On ne peut poursuivre plus avant cette étude historique, sans se pencher sur le cas du prieuré de Cunfin et de son prieur. ......*.*.*.*.*
(1) - en latin "miles" qui signifiait alors chevalier, c'est à dire homme de guerre par excellence, mais aussi seigneur.
(2) - Le premier qui apparaît est Gui de Cunfin, témoin d'une charte à côté d'Hervé, seigneur de Ligny-le-Châtel (Roserot A.).
(3) - Date non confirmée car Garnier de Rochefort n'est devenu évêque de Langres qu'en 1193 (Roserot A.).
(4) - Aube - Cartulaire de Clairvaux : Bellus Mons XVII.
(5) - Le denier a été de diverses valeurs suivant le temps et les lieux. Pendant des siècles, le sou a été le vingtième de la livre et le denier le douzième du sou. La livre apparue au XIIIème siècle prend le nom de livre tournois, car elle était fabriquée à Tours.
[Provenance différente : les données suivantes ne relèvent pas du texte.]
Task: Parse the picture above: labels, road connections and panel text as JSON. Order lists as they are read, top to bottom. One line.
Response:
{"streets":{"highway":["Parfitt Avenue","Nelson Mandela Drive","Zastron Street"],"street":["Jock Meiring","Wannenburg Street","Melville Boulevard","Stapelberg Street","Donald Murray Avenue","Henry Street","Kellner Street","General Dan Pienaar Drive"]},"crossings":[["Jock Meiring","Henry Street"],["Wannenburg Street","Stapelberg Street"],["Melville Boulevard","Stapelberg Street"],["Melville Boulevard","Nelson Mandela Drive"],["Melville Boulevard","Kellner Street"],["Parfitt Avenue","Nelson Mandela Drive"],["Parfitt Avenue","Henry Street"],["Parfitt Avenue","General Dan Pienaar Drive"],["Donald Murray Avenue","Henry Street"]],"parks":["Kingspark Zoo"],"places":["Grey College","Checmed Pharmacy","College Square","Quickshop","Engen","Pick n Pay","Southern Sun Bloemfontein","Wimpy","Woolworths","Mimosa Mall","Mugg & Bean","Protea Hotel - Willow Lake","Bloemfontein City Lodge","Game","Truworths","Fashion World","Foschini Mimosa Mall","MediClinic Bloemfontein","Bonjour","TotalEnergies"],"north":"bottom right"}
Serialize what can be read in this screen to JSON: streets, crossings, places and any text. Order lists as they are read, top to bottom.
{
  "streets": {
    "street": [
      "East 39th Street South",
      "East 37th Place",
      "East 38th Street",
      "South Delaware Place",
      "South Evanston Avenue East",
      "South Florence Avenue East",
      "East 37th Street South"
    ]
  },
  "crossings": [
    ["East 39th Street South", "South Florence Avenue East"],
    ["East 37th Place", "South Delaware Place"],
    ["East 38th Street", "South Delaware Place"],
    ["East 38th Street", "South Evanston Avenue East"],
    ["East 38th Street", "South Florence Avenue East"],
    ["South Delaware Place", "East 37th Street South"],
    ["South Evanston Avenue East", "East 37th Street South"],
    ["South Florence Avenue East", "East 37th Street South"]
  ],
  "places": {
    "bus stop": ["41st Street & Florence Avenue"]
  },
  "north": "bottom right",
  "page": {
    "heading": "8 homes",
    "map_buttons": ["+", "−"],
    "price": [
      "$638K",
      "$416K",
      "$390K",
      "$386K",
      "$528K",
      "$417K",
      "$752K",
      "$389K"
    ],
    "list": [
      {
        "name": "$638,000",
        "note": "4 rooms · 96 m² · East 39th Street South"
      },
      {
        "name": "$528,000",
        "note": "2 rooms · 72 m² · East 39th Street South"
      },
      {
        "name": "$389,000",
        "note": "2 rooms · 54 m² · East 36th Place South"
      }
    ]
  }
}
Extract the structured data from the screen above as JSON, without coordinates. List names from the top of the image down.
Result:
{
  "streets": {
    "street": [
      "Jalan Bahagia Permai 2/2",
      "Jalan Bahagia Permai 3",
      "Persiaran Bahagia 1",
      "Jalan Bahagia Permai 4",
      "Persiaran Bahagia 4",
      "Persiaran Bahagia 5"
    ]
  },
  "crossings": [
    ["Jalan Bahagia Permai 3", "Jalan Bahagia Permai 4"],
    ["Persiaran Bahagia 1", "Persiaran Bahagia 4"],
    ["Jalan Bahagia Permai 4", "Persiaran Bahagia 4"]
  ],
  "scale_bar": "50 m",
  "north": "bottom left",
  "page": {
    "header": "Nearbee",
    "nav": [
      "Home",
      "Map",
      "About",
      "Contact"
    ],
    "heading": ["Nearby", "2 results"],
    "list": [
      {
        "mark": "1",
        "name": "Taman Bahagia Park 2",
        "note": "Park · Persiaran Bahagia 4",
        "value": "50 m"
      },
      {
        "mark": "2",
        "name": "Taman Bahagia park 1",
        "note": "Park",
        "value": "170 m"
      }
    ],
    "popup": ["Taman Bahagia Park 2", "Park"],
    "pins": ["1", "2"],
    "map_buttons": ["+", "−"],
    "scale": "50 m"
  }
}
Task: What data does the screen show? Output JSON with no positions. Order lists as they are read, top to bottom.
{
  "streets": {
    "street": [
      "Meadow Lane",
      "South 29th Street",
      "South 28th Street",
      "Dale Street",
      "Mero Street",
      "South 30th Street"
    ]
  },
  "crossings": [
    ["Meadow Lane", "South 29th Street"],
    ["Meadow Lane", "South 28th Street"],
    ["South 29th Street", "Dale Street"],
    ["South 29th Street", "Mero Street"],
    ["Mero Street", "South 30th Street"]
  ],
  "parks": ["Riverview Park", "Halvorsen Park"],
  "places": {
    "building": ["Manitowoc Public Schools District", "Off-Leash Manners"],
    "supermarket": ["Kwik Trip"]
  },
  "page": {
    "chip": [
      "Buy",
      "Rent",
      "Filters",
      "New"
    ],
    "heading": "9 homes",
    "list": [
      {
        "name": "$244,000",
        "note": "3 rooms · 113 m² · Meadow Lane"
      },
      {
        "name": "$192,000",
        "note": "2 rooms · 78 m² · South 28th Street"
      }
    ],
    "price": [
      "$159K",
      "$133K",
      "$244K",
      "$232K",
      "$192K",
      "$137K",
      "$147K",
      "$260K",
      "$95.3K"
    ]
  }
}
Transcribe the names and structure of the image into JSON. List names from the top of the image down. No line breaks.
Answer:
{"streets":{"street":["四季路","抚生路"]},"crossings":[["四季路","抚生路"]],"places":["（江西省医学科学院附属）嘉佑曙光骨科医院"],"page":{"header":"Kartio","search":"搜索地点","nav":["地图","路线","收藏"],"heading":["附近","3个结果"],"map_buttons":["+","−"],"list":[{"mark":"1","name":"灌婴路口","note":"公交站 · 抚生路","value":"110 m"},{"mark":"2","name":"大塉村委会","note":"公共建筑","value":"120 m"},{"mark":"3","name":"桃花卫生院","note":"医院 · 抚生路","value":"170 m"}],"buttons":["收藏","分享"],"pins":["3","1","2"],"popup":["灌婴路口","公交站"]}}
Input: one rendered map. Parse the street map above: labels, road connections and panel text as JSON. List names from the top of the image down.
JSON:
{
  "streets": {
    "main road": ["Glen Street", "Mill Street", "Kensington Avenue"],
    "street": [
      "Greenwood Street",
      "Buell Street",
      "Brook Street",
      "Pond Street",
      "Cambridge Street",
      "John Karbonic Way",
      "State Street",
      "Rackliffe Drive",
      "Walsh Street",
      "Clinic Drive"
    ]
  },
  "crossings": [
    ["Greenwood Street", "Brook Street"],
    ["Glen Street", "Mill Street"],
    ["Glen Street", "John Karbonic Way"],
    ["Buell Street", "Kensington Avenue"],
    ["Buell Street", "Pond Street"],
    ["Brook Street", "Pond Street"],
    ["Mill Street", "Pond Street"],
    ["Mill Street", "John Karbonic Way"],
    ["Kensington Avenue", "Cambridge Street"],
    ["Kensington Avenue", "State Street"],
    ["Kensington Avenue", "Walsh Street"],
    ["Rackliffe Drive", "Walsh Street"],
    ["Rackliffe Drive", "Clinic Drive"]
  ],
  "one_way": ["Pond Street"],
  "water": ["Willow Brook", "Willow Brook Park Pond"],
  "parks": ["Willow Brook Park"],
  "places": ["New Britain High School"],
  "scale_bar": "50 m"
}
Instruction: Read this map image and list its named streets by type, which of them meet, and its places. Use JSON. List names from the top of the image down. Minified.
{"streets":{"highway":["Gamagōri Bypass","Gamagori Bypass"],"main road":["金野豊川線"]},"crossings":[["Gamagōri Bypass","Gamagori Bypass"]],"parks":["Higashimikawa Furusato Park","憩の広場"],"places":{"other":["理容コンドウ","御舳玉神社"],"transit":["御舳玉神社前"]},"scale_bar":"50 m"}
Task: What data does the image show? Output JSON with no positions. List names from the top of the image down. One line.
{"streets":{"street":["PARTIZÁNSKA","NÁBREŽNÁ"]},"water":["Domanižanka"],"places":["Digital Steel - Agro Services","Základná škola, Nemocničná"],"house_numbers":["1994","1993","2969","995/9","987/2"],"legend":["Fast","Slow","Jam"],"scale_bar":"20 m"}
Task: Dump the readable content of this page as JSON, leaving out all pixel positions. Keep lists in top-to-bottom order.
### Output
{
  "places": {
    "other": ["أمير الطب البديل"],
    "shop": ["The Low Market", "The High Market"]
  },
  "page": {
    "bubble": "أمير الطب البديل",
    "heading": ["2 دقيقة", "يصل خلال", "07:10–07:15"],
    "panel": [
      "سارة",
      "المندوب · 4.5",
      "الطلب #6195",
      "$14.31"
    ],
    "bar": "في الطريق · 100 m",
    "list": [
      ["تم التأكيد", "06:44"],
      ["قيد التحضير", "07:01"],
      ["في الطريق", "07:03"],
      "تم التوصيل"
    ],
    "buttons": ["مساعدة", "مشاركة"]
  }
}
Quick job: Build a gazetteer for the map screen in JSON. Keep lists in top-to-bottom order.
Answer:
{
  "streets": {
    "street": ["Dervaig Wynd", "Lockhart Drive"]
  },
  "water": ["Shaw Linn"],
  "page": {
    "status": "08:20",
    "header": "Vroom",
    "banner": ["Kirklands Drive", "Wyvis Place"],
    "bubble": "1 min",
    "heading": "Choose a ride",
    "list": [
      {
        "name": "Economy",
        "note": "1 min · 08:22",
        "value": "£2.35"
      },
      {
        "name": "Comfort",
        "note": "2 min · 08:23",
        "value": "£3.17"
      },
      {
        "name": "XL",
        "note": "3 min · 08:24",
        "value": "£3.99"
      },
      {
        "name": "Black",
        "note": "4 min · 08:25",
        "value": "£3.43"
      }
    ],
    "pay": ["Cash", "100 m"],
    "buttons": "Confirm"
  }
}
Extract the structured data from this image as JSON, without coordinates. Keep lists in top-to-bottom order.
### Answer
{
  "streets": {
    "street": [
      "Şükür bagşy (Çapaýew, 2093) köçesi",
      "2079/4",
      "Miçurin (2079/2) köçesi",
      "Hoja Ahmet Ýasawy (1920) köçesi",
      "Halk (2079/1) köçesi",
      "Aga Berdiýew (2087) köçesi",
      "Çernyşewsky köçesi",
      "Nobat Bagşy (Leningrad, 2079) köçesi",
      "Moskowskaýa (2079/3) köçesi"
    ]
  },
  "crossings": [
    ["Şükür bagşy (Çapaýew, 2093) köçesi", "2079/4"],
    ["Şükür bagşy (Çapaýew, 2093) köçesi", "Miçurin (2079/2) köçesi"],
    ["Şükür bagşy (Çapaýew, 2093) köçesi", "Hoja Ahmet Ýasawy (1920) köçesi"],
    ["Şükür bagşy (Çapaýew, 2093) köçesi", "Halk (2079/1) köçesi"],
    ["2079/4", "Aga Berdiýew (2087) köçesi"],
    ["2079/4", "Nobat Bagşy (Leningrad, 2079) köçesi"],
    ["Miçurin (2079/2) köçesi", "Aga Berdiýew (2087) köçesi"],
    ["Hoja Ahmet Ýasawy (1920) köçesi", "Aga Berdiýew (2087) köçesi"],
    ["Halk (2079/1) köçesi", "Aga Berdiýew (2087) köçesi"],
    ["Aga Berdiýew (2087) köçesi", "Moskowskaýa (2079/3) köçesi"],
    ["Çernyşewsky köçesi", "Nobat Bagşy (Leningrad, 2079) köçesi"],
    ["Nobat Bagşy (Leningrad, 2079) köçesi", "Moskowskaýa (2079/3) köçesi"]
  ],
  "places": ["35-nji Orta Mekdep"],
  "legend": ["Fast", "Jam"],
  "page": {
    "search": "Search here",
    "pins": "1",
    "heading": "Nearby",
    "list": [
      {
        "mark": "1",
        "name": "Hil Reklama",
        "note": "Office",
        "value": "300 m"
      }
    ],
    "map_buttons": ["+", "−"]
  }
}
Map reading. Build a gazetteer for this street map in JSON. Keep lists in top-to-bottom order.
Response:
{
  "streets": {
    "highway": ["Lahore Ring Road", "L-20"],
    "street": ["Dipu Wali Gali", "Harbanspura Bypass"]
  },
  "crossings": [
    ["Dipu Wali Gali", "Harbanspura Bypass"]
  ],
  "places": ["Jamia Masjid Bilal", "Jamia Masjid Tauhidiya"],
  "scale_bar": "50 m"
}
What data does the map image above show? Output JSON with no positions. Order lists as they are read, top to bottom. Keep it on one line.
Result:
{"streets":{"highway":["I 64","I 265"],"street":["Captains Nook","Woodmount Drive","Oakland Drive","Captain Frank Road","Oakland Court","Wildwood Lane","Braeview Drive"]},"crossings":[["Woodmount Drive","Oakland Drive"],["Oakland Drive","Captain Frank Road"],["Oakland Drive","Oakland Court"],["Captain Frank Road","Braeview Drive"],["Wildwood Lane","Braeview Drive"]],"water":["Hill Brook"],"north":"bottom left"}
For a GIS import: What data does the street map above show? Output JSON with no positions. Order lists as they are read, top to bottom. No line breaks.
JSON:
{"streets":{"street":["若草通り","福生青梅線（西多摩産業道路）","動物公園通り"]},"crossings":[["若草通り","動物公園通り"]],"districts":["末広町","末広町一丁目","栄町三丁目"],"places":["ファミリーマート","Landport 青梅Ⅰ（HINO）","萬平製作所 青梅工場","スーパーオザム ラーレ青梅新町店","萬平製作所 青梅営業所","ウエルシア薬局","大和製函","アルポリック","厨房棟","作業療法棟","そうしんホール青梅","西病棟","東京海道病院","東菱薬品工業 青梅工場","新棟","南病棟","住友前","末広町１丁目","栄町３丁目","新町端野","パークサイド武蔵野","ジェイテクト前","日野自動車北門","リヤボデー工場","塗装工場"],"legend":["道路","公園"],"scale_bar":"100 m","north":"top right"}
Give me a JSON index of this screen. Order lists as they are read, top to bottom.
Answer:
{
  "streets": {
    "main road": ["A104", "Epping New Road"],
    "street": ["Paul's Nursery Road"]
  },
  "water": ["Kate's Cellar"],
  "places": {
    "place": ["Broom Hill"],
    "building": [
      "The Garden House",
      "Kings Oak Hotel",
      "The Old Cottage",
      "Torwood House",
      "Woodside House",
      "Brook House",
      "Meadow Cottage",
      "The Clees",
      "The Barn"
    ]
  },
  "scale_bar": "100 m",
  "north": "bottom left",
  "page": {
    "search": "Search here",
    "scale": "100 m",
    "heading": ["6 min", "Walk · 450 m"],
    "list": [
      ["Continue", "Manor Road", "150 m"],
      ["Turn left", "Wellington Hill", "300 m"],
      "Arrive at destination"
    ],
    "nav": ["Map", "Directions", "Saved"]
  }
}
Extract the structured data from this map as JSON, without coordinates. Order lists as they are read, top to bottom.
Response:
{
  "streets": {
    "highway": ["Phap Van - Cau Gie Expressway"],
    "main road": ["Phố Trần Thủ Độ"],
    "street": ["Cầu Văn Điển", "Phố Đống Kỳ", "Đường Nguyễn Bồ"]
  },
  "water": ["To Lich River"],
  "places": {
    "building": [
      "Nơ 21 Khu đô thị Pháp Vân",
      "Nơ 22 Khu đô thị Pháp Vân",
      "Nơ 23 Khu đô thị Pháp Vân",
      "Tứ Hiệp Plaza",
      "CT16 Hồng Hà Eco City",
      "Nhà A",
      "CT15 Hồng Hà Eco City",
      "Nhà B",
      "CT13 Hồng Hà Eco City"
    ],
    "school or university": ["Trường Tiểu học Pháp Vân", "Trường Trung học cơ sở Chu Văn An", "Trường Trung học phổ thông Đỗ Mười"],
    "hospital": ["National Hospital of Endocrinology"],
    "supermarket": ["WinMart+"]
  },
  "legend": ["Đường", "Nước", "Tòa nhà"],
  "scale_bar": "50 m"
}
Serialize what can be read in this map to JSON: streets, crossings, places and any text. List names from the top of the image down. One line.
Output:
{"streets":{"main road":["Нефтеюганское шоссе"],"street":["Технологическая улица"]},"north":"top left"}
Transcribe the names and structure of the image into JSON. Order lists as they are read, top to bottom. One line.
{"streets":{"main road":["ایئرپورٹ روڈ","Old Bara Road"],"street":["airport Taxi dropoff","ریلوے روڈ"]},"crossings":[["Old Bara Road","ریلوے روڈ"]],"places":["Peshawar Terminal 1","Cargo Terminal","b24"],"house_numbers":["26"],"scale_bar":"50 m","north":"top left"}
(6) - Garnier, Guy de Choiseul, Symon de Bricon, Guillaume de Juignières...
(7) - C'est le nom du plus ancien prieur de Cunfin qui nous soit parvenu.
(8) - ou échalas, sorte de pieu qui soutient la vigne ou d'autres plantes trop faibles pour demeurer verticales.
(9) - bail à très long terme qui confère au preneur un droit réel, susceptible d'hypothèque.
(10) - Jeanne, fille de Blanche d'Artois, était reine de Navarre, comtesse de Champagne, de Brie et de Bar-sur-Aube, sous la régence de sa mère.
(11) - On donnait le nom de bailli (gardien) à un juge royal ou seigneurial chargé de rendre la justice dans une certaine étendue de territoires. Les baillis commandaient la force armée, administraient les finances et tout en ayant la puissance administrative, avaient aussi le pouvoir exécutif. Ces baillages ont pris la place des anciens pagi et subsisteront, pratiquement sans modification, jusqu'à la révolution.
(12) - En 1077, Alix, soeur de Simon, comte de Laferté-sur-Aube, épouse Thibaut III, comte de Champagne et lui apporte en dot les comtés de Bar et Laferté-sur-Aube. Les comtes de Champagne relevant pour des terres des évêques de Langres. Le comte de Champagne en 1231 affranchira les habitants et érigera Laferté en commune, moyennant une redevance de 90 livres.
(13) - Un titre de 1420 indique que le prieur de Cunfin se fait adjuger la succession d'un prêtre nommé Thomas Bournet, issu de parents de mainmorte de Cunfin et décédé à Troyes.
(14) - La justice basse consistait en cens, redevances annuelles. La moyenne donnait la juridiction où l'on portait les causes personnelles réelles et mixtes en matière civile et les délits légers dont l'amende n'excédait pas 75 sols. La haute Justice instruisait de toutes sortes de matières civiles et criminelles, exceptés les cas royaux.